Manifestations of autonomy and control in a devolved schooling system: the case of New Zealand» (Manifestations d'autonomie et de contrôle dans un système scolaire décentralisé: le cas de la Nouvelle-Zélande) de Nina Hood. Cet article reconnaît la relative autonomie de la profession enseignante en Nouvelle-Zélande, où les enseignant·e·s sont considéré·e·s comme des « acteurs compétents au sein d'un système éducatif ». Cependant, elle mentionne les conflits entre ces traditions et pratiques et l'influence du « mouvement mondial de réforme de l'éducation (GERM, de son acronyme anglophone) ». Un gouvernement précédent a imposé des normes nationales, qui ont été abrogées par le gouvernement actuel, mais des traces de l'approche et des attitudes antérieures persistent.

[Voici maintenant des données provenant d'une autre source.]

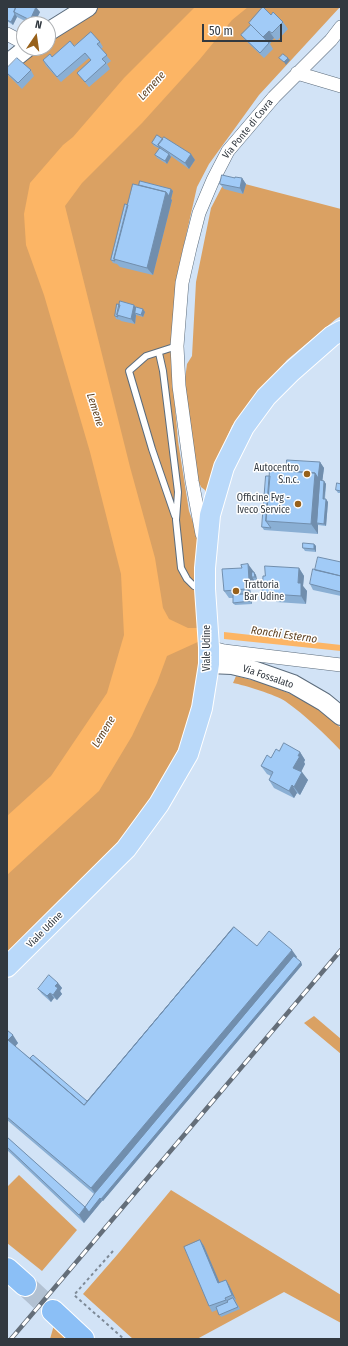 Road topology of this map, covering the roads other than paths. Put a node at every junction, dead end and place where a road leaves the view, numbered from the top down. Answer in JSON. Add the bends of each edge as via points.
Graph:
{"nodes":[{"id":1,"x":88,"y":7,"type":"edge"},
{"id":2,"x":56,"y":27,"type":"edge"},
{"id":3,"x":341,"y":27,"type":"edge"},
{"id":4,"x":7,"y":34,"type":"edge"},
{"id":5,"x":16,"y":39,"type":"edge"},
{"id":6,"x":16,"y":56,"type":"edge"},
{"id":7,"x":7,"y":64,"type":"edge"},
{"id":8,"x":297,"y":73,"type":"junction"},
{"id":9,"x":341,"y":86,"type":"edge"},
{"id":10,"x":341,"y":331,"type":"edge"},
{"id":11,"x":177,"y":346,"type":"junction"},
{"id":12,"x":159,"y":353,"type":"junction"},
{"id":13,"x":176,"y":520,"type":"junction"},
{"id":14,"x":205,"y":568,"type":"junction"},
{"id":15,"x":205,"y":590,"type":"junction"},
{"id":16,"x":209,"y":656,"type":"junction"},
{"id":17,"x":341,"y":665,"type":"edge"},
{"id":18,"x":341,"y":716,"type":"edge"},
{"id":19,"x":7,"y":967,"type":"edge"},
{"id":20,"x":7,"y":1269,"type":"edge"},
{"id":21,"x":25,"y":1285,"type":"tunnel mouth"},
{"id":22,"x":53,"y":1311,"type":"tunnel mouth"},
{"id":23,"x":83,"y":1339,"type":"edge"}],
"edges":[{"from":1,"to":2,"type":"street"},
{"from":3,"to":8,"type":"street","name":"Via Ponte di Covra"},
{"from":4,"to":5,"type":"street"},
{"from":6,"to":7,"type":"street"},
{"from":8,"to":9,"type":"street"},
{"from":8,"to":11,"type":"street","name":"Via Ponte di Covra","via":[[228,151],[213,180],[199,214],[185,269]]},
{"from":10,"to":14,"type":"main road","name":"Viale Udine","via":[[291,372],[266,397],[244,427],[224,466],[210,515]]},
{"from":11,"to":12,"type":"lane"},
{"from":11,"to":14,"type":"street","name":"Via Ponte di Covra","via":[[179,386],[192,481],[201,524]]},
{"from":12,"to":13,"type":"lane","via":[[178,492]]},
{"from":12,"to":13,"type":"lane","via":[[146,356],[130,371]]},
{"from":13,"to":15,"type":"lane","via":[[181,568],[194,586]]},
{"from":14,"to":15,"type":"main road","name":"Viale Udine"},
{"from":15,"to":16,"type":"main road","name":"Viale Udine"},
{"from":16,"to":17,"type":"street","via":[[224,651]]},
{"from":16,"to":18,"type":"street","name":"Via Fossalato","via":[[293,684],[324,702]]},
{"from":16,"to":19,"type":"main road","name":"Viale Udine","via":[[202,708],[188,754],[159,804],[126,849]]},
{"from":20,"to":21,"type":"highway"},
{"from":22,"to":23,"type":"highway"}]}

Bien que les articles traitent tous de la profession enseignante, ils examinent plusieurs sujets, principalement liés à la « réforme » de l'école, et utilisent des expériences différentes selon les pays. Un point commun se dégage cependant: indépendamment du fait que les systèmes scolaires soient centralisés ou décentralisés, que l'autonomie des enseignant·e·s soit encouragée ou découragée, ou même que les systèmes aient été soumis aux dernières modes de la réforme de l'éducation, la pensée et les méthodes managériales ont eu un impact au niveau mondial sur le poste d’enseignant·e.

Compte tenu de l’enracinement et de la portée du dogme du marché et des approches de gestion privée en matière d’éducation, le rétablissement du statut de la profession d’enseignant·e nécessitera bien plus que de légères modifications des réformes malavisées. Une transformation aussi profonde, qui s'inscrit dans une lutte plus vaste pour la dignité humaine et le respect, doit inclure une désintoxication massive afin de libérer les enseignant·e·s, les élèves et la mission de l'éducation des mythes et des rituels du marché.

À la fin de son article, David Edwards offre une autre vision et un espoir, qui nécessitent un engagement et des efforts soutenus. Selon ses mots: « C'est une lutte pour les enseignants et enseignantes, mais aussi pour les élèves, pour les parents et pour les sociétés démocratiques saines et heureuses. Et plus que jamais, les syndicats d’enseignants reconnaissent que le syndicalisme n'est pas une affaire locale. C'est une lutte mondiale. Les idées, y compris les mauvaises, se répandent rapidement et la profession doit réagir aux niveaux mondial, régional et national. »

Le contenu et les avis exprimés dans ce blog sont ceux de son auteur et ne reflètent pas nécessairement la position officielle de l’Internationale de l’Education.